Aceh Utara – Pemerintah pusat maupun BPK (Badan Pemeriksaan Keuangan) RI diminta segera mengaudit terhadap penyaluran berbagai jenis dana BRA (Badan Reintegrasi Aceh) di provinsi aceh. pasalnya, penyaluran dana bantuan korban konflik saat ini menjadi tanda Tanya masyarakat. Hal itu terbukti ketika ribuan data korban konflik aceh yang terkumpul di salah satu lembaga pusat LSM Aceh Future. Masyarakat mengusulkan permohonan itu melalui lembaga agar dapat direalisasikan pemerintah.

Menurut penilaian Aceh Future, BRA Aceh saat ini diduga ada suatu indikasi yang menjadi hambatan penyaluran bantuan tersebut. Pihaknya sangat mendesak meminta pemerintah pusat untuk mengaudit tentang keberadaan permohonan masyarakat yang telah digantung semenjak akhir-akhir tahun ini.

Permintaan itu dikatakan Ketua pusat LSM Aceh Future, Razali Yusuf kepada media ini, Rabu (15/2), menurut Razali, hal itu tentu saja mengundang keprihatinan dan atensi dari semua pihak. Razali juga meminta segera aparat penegak hokum untuk beresponsif terhadap ulah oknum di BRA Aceh. Padahal diperlukan langkah penyelidikan supaya indikasi yang tidak transparan bias terungkap dengan jelas.

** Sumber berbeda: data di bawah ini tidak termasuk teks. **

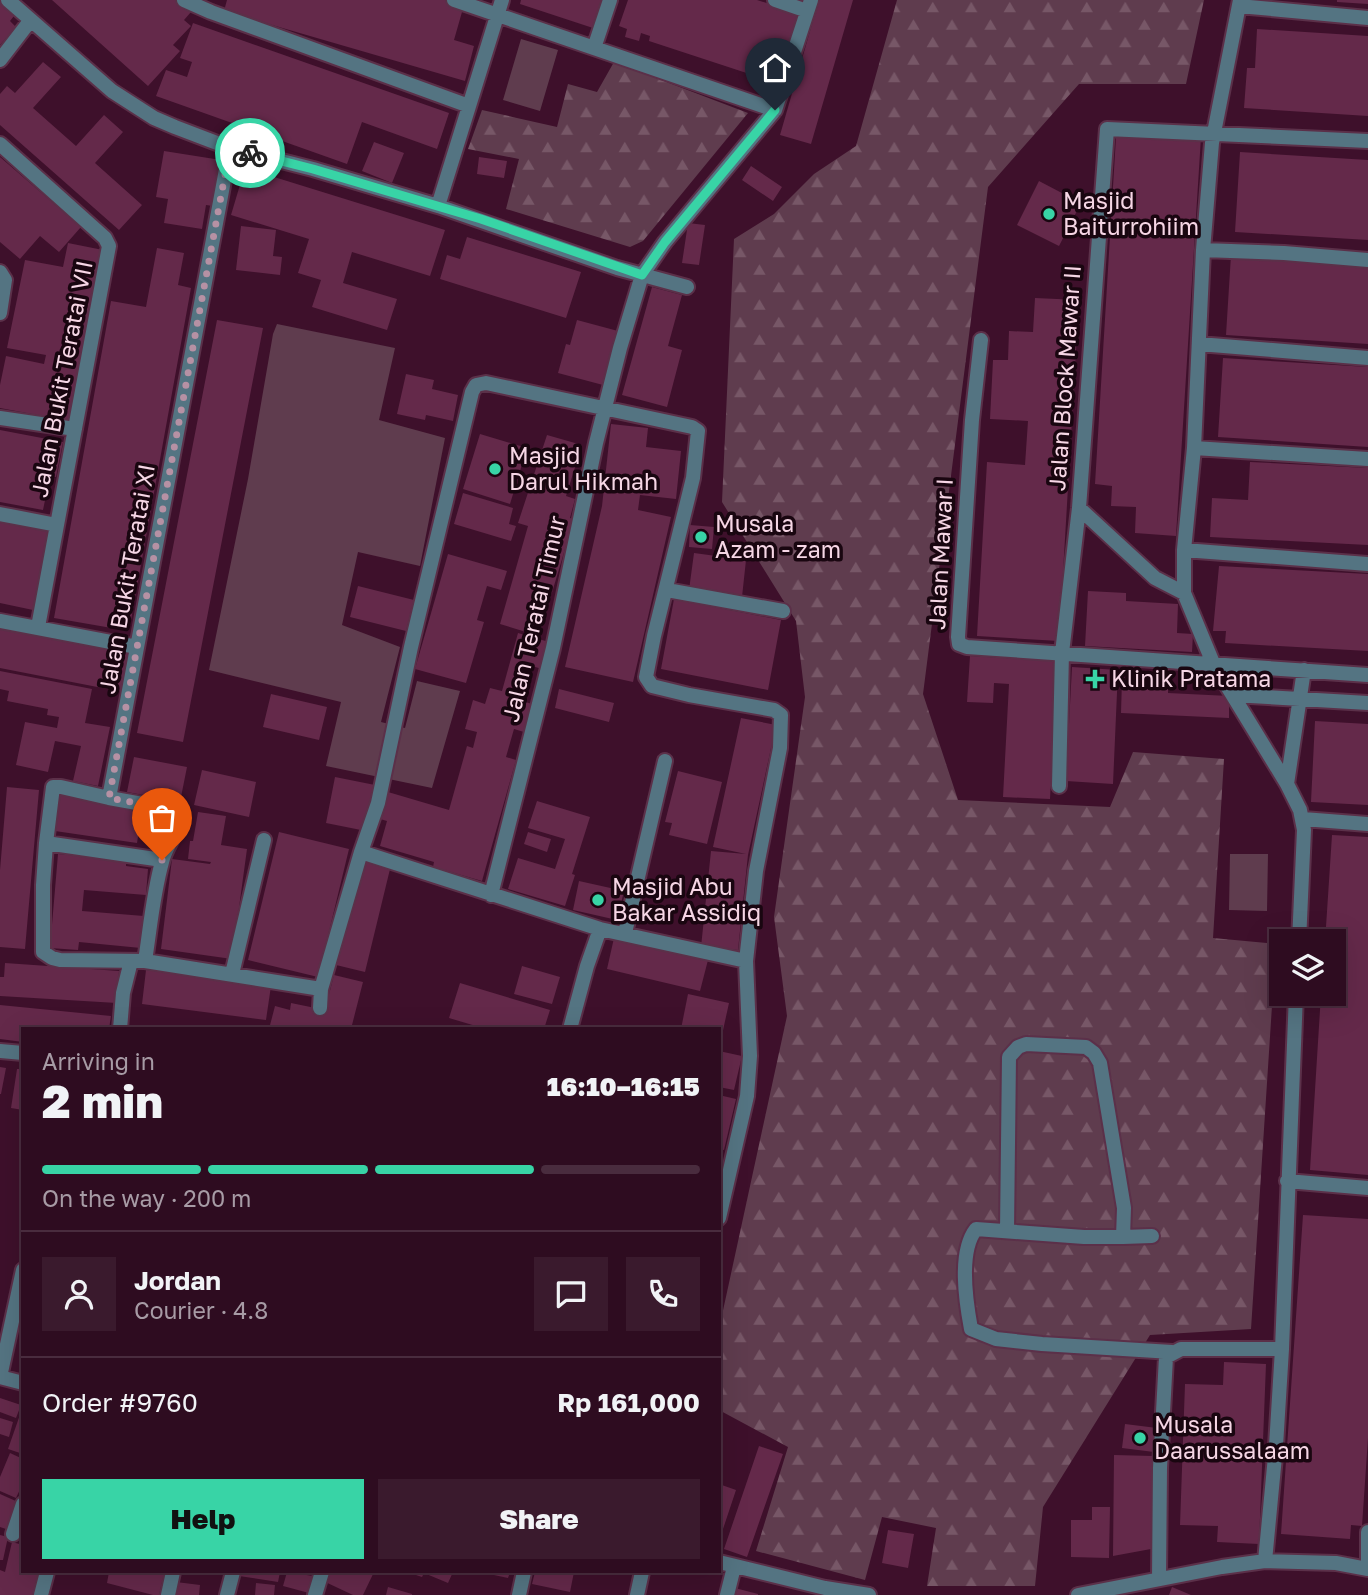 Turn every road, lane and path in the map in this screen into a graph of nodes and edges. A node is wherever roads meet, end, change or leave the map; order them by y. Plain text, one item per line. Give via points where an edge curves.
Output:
1 (8, 0) edge
2 (184, 0) edge
3 (454, 0) edge
4 (610, 0) edge
5 (775, 0) edge
6 (1240, 3) edge
7 (809, 5) edge
8 (500, 7) edge
9 (1368, 18) edge
10 (30, 21) junction
11 (594, 48) junction
12 (0, 60) edge
13 (469, 106) junction
14 (775, 110) junction
15 (1214, 133) junction
16 (1368, 141) edge
17 (0, 144) edge
18 (230, 148) junction
19 (438, 206) junction
20 (1203, 250) junction
21 (1368, 260) edge
22 (0, 272) edge
23 (642, 275) junction
24 (687, 287) dead end
25 (0, 313) edge
26 (981, 340) dead end
27 (1199, 344) junction
28 (1368, 358) edge
29 (606, 409) junction
30 (0, 418) edge
31 (75, 429) junction
32 (1194, 448) junction
33 (1368, 459) edge
34 (1079, 508) junction
35 (0, 514) edge
36 (57, 525) junction
37 (1184, 550) junction
38 (1368, 564) edge
39 (667, 590) junction
40 (1184, 593) junction
41 (783, 611) dead end
42 (0, 621) edge
43 (38, 627) junction
44 (137, 647) junction
45 (1062, 653) junction
46 (1213, 663) junction
47 (1304, 670) junction
48 (1368, 675) edge
49 (1233, 695) junction
50 (1300, 699) junction
51 (1368, 703) edge
52 (666, 761) dead end
53 (1287, 784) junction
54 (1059, 786) dead end
55 (109, 798) junction
56 (1303, 819) junction
57 (1368, 824) edge
58 (264, 840) dead end
59 (46, 843) junction
60 (361, 852) junction
61 (162, 860) junction
62 (491, 895) junction
63 (600, 929) junction
64 (1300, 929) edge
65 (625, 933) junction
66 (138, 961) junction
67 (746, 961) junction
68 (232, 974) junction
69 (321, 989) junction
70 (1295, 1006) edge
71 (320, 1008) dead end
72 (120, 1027) edge
73 (571, 1027) edge
74 (0, 1051) edge
75 (21, 1053) edge
76 (1287, 1181) junction
77 (1368, 1188) edge
78 (721, 1209) edge
79 (1007, 1230) junction
80 (1152, 1236) dead end
81 (1123, 1237) junction
82 (21, 1279) edge
83 (1282, 1349) junction
84 (1172, 1352) junction
85 (0, 1377) edge
86 (21, 1382) edge
87 (21, 1509) edge
88 (1368, 1532) edge
89 (12, 1534) edge
90 (1265, 1561) junction
91 (721, 1563) edge
92 (734, 1567) junction
93 (1368, 1567) edge
94 (47, 1573) edge
95 (173, 1573) edge
96 (233, 1573) edge
97 (323, 1573) edge
98 (524, 1573) edge
99 (642, 1573) edge
100 (1159, 1579) junction
101 (41, 1595) edge
102 (168, 1595) edge
103 (227, 1595) edge
104 (315, 1595) edge
105 (519, 1595) edge
106 (637, 1595) edge
107 (727, 1595) edge
108 (869, 1595) edge
109 (1078, 1595) edge

1 - 10 street
2 - 13 street
3 - 8 street
4 - 11 street
5 - 7 street
6 - 9 street
6 - 15 street
7 - 14 street
8 - 11 street
8 - 13 street
10 - 12 street
10 - 18 street via 136,108
11 - 14 street
13 - 19 street
14 - 23 street, Jalan Teratai Timur
15 - 16 street
15 - 20 street
15 - 34 street, Jalan Block Mawar II via 1107,129
17 - 31 street, Jalan Bukit Teratai VII via 108,242
18 - 19 street
18 - 44 street, Jalan Bukit Teratai XI
19 - 23 street
20 - 21 street
20 - 27 street
22 - 25 street via 5,290
23 - 24 street
23 - 29 street, Jalan Teratai Timur
26 - 45 street, Jalan Mawar I via 958,637 967,647
27 - 28 street
27 - 32 street
29 - 39 street via 698,431 693,478
29 - 60 street via 486,383 474,387 378,803
29 - 62 street, Jalan Teratai Timur via 551,659
30 - 31 street
31 - 36 street, Jalan Bukit Teratai VII
32 - 33 street
32 - 37 street
34 - 40 street via 1156,578
34 - 45 street, Jalan Block Mawar II
35 - 36 street
36 - 43 street, Jalan Bukit Teratai VII
37 - 38 street
37 - 40 street
39 - 41 street
39 - 67 street via 646,670 652,686 774,710 782,719
40 - 46 street
42 - 43 street
43 - 44 street
44 - 55 street, Jalan Bukit Teratai XI
45 - 46 street, Jalan Mawar I
45 - 54 street, Jalan Block Mawar II
46 - 47 street, Jalan Mawar I
46 - 49 street
47 - 48 street, Jalan Mawar I
47 - 50 street
49 - 50 street
49 - 53 street
50 - 51 street
50 - 53 street
52 - 65 street
53 - 56 street
55 - 59 street via 53,788
55 - 61 street via 176,810 178,827
56 - 57 street
56 - 64 street
58 - 68 street
59 - 61 street
59 - 66 street via 43,952 60,960
60 - 62 street
60 - 69 street
61 - 66 street
62 - 63 street
63 - 65 street
63 - 73 street
65 - 67 street
66 - 68 street
66 - 72 street via 123,993
67 - 78 street via 747,1096
68 - 69 street
69 - 71 street
70 - 76 street
74 - 75 street
76 - 77 street
76 - 83 street
79 - 81 street
79 - 81 street via 1009,1058 1026,1044 1086,1047 1100,1063 1124,1208
79 - 84 street via 976,1229 969,1238 965,1282 971,1329 996,1339 1042,1345
80 - 81 street
82 - 85 street
83 - 84 street
83 - 90 street
84 - 100 street via 1164,1361
85 - 86 street
87 - 89 street
88 - 93 street
90 - 93 street
90 - 100 street
91 - 92 street
92 - 107 street
92 - 108 street
94 - 101 street
95 - 102 street
96 - 103 street
97 - 104 street
98 - 105 street
99 - 106 street
100 - 109 street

Karena itu, untuk lebih objektif dalam mengetahui indikasi penyimpangan serta kerugian Negara yang ditimbulkan, maka sudah sepatutnya pihak pemerintah maupun BPK turun tangan mengaudit penyaluran dana korban konflik di provinsi aceh. “Kita meminta kepada pemerintah, rakyat yang terkena imbas dari konflik agar disalurkan bantuan kompensasi, Karena itu memang jatah mereka, sementara kita harus memanggil pemerintah pusat maupun Badan pemeriksaan keuangan untuk mengaudit BRA” sebut Razali.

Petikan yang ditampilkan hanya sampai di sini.